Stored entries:
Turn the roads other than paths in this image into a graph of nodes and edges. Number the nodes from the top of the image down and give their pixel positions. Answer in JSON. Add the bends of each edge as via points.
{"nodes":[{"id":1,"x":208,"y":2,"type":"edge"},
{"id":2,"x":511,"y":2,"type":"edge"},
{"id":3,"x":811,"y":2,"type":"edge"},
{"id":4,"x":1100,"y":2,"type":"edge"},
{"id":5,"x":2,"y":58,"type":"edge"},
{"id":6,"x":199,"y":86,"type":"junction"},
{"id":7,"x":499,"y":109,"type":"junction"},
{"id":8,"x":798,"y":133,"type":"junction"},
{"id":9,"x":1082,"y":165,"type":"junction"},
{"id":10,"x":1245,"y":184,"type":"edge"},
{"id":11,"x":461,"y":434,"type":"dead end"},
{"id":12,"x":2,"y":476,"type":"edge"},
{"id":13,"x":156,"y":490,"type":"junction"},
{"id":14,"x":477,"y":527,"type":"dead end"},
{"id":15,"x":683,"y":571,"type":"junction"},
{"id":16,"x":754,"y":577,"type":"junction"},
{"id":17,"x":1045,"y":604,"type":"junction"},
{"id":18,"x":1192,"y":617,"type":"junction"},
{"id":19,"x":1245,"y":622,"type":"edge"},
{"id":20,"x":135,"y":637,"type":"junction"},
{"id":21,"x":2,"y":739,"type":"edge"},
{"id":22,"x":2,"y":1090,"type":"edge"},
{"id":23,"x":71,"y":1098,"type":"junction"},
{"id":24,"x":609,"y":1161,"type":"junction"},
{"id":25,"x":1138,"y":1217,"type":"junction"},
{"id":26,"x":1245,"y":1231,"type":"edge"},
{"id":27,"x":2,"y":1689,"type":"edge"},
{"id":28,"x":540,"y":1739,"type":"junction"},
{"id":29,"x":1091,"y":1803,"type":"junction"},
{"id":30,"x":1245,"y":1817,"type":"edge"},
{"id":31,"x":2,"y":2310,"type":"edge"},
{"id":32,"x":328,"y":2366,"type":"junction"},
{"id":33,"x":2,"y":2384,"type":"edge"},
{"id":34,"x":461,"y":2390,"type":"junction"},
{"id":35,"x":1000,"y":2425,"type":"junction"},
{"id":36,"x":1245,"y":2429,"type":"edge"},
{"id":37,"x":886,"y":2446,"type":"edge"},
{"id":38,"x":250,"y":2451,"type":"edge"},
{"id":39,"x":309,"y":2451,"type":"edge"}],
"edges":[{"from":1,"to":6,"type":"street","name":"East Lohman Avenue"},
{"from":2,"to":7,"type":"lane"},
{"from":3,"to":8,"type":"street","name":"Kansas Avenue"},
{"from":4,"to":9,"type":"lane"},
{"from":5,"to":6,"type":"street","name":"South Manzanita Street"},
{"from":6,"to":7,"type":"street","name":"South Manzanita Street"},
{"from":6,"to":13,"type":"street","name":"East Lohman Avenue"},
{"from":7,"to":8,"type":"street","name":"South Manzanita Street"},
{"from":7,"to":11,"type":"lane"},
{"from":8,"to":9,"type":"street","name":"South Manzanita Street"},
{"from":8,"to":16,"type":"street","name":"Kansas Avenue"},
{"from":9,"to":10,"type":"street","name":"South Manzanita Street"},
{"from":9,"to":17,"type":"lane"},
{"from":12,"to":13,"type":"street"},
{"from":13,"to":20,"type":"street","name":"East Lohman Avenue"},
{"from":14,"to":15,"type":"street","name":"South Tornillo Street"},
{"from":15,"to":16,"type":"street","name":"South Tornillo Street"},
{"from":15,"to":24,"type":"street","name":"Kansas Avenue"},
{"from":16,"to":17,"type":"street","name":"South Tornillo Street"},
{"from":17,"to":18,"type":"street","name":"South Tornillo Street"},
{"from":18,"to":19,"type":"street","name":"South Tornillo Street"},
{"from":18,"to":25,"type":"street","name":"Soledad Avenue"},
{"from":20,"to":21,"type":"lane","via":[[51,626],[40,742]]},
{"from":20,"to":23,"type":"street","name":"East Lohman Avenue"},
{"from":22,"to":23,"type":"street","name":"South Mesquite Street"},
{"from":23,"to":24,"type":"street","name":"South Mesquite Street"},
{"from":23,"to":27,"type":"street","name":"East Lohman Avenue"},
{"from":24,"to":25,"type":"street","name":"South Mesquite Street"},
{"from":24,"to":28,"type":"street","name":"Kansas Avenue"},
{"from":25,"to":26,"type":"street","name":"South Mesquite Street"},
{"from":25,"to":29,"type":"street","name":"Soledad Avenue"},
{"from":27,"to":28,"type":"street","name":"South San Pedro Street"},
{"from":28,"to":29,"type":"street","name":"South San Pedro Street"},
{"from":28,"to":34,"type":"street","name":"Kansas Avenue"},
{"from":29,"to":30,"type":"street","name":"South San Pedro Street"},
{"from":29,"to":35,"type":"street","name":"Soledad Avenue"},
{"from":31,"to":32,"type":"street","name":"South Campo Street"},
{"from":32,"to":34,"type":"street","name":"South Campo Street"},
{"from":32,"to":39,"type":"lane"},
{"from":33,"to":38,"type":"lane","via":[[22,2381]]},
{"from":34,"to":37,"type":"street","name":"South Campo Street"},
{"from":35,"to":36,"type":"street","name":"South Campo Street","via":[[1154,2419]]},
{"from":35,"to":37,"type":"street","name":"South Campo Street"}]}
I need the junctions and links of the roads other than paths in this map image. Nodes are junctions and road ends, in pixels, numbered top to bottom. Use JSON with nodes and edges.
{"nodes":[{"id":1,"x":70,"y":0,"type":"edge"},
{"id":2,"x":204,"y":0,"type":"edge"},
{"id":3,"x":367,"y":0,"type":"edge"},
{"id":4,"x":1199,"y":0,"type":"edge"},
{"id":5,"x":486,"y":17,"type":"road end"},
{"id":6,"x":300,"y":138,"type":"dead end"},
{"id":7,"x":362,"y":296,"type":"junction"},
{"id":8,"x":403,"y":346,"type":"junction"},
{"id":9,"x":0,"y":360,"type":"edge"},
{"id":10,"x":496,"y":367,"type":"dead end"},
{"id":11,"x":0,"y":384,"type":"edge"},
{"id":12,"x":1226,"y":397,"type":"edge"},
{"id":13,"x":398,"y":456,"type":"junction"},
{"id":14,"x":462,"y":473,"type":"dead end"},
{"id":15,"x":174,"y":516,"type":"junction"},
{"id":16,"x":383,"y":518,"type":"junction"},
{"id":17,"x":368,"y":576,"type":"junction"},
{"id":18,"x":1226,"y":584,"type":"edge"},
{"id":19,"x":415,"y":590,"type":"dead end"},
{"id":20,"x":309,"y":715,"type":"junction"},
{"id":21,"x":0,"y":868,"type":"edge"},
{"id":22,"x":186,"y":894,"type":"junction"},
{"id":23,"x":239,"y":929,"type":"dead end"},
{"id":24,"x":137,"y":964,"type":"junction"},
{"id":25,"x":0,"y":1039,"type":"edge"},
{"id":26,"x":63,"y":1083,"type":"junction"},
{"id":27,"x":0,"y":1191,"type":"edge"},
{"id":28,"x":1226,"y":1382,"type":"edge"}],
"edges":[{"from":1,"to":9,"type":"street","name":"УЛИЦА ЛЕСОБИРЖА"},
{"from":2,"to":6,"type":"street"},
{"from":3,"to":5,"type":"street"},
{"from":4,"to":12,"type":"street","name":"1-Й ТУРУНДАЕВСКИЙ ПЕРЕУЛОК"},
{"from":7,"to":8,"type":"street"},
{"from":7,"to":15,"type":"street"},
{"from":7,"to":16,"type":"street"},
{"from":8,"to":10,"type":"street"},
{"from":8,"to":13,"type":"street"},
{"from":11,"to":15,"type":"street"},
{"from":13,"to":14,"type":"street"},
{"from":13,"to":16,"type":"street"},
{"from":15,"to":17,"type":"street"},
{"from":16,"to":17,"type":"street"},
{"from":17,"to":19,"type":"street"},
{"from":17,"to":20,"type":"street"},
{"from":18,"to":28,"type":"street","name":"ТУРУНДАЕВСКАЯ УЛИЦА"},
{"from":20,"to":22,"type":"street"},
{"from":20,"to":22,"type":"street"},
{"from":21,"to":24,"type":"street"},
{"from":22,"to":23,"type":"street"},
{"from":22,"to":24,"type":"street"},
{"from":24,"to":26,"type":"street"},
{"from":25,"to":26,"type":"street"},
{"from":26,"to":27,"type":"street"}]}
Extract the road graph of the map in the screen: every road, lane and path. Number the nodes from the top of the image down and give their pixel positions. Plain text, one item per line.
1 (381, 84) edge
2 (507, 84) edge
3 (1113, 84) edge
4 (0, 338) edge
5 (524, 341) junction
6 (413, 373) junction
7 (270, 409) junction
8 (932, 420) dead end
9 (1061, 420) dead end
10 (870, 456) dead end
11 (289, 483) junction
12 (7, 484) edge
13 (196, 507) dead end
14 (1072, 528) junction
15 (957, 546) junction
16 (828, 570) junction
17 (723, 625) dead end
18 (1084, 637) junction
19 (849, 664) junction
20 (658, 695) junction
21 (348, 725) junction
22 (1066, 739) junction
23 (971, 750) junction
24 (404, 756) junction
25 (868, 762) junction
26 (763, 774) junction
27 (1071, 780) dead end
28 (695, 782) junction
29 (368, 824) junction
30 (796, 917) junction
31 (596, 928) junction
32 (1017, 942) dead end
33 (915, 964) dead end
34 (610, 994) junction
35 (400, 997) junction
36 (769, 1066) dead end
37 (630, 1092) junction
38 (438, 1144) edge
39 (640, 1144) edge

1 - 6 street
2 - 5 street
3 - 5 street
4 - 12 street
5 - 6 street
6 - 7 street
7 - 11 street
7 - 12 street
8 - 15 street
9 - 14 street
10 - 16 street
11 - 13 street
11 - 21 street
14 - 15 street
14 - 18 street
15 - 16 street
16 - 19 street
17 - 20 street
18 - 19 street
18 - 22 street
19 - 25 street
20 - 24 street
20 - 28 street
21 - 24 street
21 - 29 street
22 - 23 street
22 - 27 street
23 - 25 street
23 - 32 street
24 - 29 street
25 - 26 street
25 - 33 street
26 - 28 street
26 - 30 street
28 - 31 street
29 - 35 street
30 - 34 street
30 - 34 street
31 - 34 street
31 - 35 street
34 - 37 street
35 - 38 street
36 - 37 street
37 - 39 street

▶ [What the task requires] Your answer should hold every line of the entries that contains the string "roads".

▶ [Answer to the problem]
Turn the roads other than paths in this image into a graph of nodes and edges. Number the nodes from the top of the image down and give their pixel positions. Answer in JSON. Add the bends of each edge as via points.
I need the junctions and links of the roads other than paths in this map image. Nodes are junctions and road ends, in pixels, numbered top to bottom. Use JSON with nodes and edges.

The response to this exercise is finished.